DIRECTIONS FOR THIS TASK
Search the records below for the word "roads". Copy each line where it occurs.
···
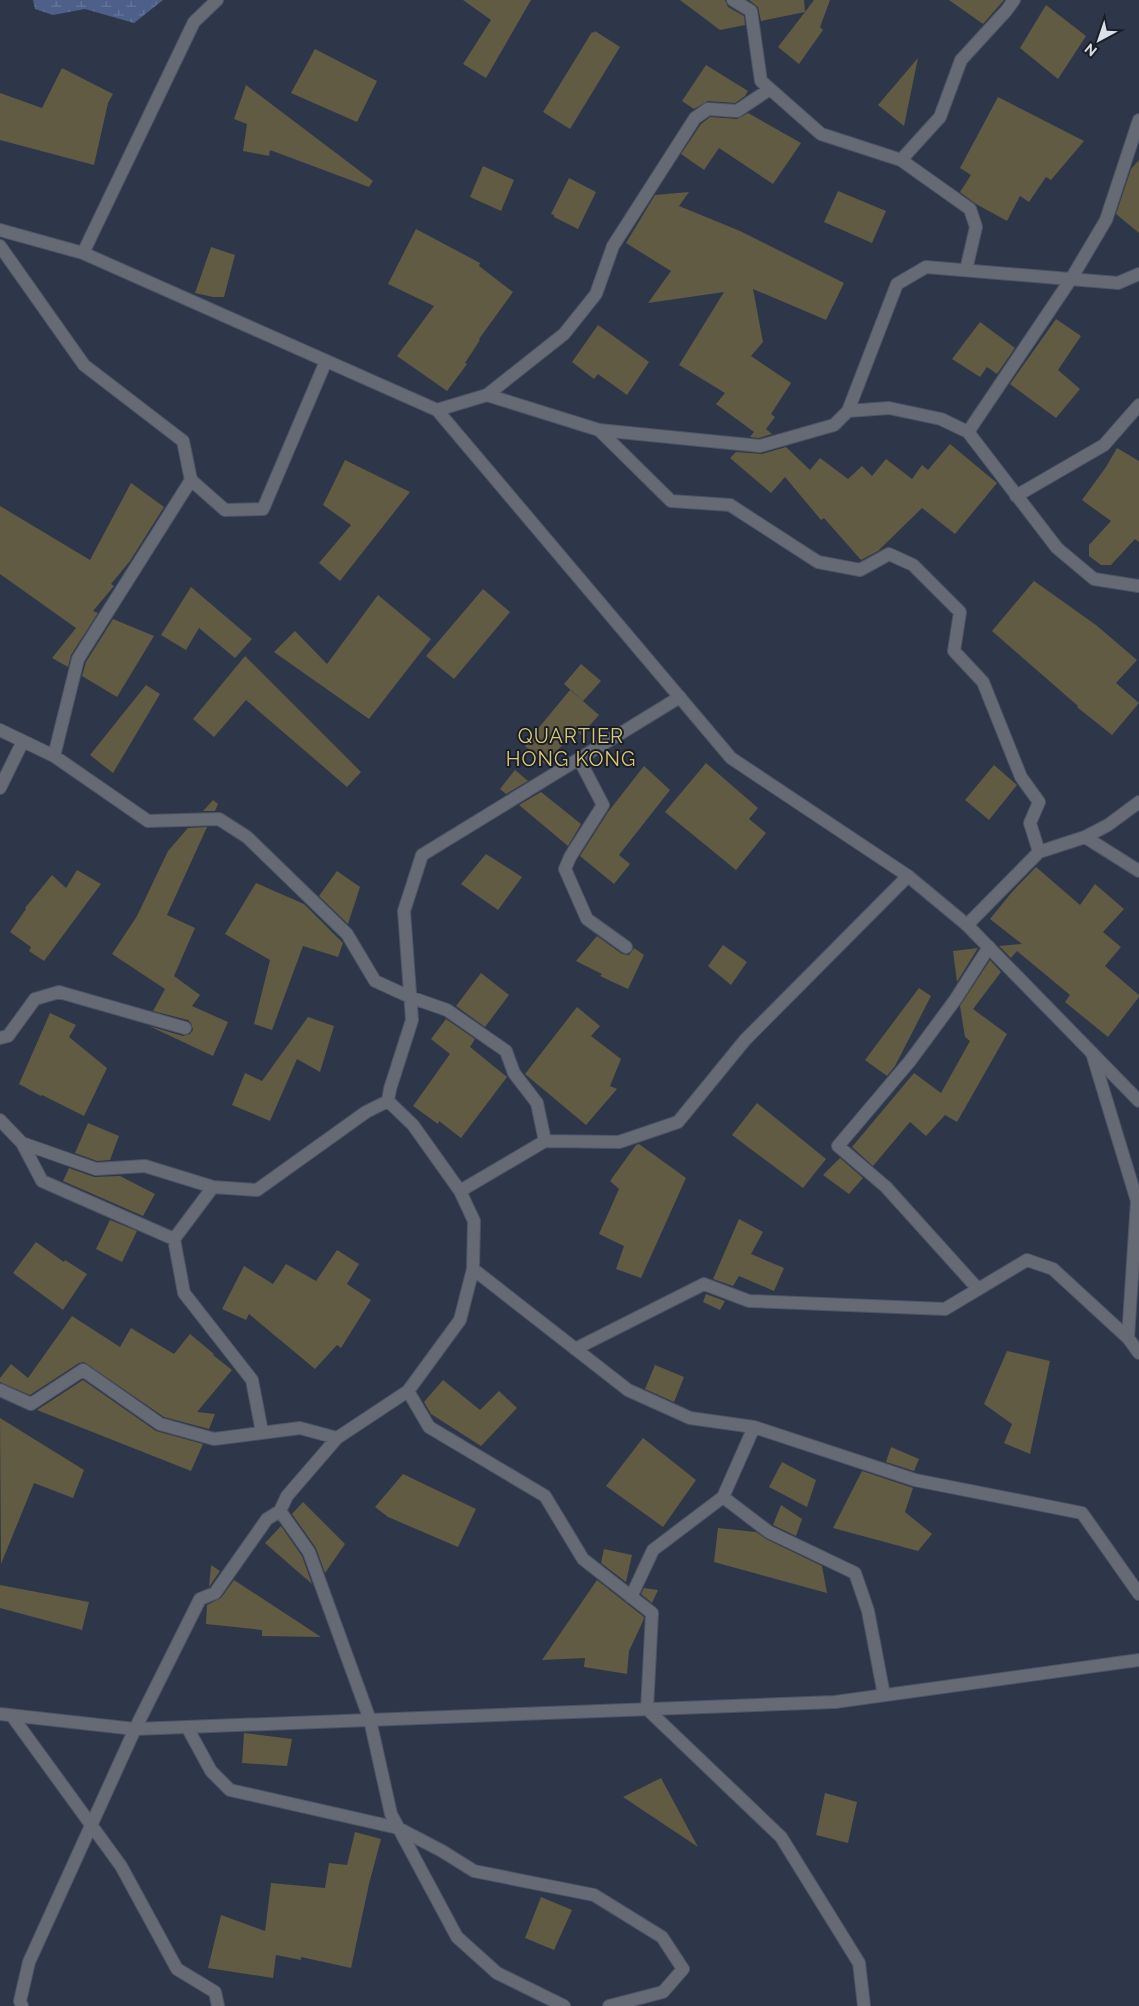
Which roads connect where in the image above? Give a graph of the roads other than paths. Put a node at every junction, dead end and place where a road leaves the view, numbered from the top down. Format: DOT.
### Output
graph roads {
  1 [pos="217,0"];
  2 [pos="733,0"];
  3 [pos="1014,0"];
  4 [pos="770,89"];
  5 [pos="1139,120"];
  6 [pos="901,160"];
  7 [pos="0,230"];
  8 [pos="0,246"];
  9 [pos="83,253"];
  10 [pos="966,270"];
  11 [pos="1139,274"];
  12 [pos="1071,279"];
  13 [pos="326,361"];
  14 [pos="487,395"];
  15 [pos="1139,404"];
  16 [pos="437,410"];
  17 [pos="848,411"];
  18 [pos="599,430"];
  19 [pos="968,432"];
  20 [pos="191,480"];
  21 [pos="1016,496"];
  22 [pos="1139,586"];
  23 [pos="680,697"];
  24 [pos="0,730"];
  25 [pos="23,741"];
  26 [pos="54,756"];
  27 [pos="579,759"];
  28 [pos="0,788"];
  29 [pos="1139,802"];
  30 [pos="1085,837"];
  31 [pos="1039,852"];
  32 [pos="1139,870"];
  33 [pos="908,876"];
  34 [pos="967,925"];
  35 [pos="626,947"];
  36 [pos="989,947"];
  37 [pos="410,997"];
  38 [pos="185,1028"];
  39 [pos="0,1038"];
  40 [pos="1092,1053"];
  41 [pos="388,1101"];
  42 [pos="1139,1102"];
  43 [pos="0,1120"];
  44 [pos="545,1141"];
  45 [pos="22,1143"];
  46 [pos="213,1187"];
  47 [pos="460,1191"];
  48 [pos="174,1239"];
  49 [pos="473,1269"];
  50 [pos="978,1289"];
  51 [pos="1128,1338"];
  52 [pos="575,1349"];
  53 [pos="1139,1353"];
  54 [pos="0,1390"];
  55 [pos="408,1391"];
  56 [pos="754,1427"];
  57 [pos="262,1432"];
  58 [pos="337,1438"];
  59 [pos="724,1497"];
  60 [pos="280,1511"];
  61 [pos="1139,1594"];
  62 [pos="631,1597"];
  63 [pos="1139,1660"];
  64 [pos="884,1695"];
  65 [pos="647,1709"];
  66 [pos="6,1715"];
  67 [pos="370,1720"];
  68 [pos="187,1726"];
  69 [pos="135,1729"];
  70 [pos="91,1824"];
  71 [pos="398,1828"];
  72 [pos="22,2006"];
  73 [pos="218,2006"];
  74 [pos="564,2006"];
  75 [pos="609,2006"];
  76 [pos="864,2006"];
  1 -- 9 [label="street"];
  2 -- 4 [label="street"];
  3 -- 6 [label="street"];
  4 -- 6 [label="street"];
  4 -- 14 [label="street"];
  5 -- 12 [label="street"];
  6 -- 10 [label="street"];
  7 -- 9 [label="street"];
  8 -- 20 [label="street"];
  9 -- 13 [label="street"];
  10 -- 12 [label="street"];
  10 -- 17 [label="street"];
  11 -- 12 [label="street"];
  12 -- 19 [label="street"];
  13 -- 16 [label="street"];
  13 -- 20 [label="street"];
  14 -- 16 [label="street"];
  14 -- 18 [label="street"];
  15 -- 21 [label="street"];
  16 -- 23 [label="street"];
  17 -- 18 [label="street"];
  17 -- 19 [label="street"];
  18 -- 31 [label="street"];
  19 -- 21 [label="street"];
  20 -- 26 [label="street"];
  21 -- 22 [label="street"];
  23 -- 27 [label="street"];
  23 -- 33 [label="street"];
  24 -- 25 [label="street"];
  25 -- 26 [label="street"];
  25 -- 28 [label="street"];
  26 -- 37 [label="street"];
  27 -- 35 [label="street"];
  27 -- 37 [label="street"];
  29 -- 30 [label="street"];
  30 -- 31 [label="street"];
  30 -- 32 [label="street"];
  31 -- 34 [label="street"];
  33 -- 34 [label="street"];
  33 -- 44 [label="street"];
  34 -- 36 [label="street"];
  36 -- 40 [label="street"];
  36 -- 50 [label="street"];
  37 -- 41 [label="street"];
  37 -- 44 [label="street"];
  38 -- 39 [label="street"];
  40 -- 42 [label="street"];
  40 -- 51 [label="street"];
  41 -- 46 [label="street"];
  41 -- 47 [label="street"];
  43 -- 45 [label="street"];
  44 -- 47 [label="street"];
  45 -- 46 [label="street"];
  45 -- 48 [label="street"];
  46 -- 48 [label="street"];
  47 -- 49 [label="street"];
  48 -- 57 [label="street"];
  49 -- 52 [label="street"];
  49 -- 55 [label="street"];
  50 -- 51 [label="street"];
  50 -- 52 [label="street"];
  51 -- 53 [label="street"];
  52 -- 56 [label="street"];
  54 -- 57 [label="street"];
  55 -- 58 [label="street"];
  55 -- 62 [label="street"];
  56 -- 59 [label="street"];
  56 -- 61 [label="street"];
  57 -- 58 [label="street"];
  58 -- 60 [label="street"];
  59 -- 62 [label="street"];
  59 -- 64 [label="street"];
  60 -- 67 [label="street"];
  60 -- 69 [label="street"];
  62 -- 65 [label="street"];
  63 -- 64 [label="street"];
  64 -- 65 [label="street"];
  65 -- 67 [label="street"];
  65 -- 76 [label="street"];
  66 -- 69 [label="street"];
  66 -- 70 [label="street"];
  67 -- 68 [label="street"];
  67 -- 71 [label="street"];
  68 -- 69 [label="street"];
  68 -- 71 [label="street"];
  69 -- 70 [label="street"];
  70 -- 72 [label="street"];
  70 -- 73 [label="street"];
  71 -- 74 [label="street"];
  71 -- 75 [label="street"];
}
···
ANSWER TO THIS PROBLEM
Which roads connect where in the image above? Give a graph of the roads other than paths. Put a node at every junction, dead end and place where a road leaves the view, numbered from the top down. Format: DOT.
graph roads {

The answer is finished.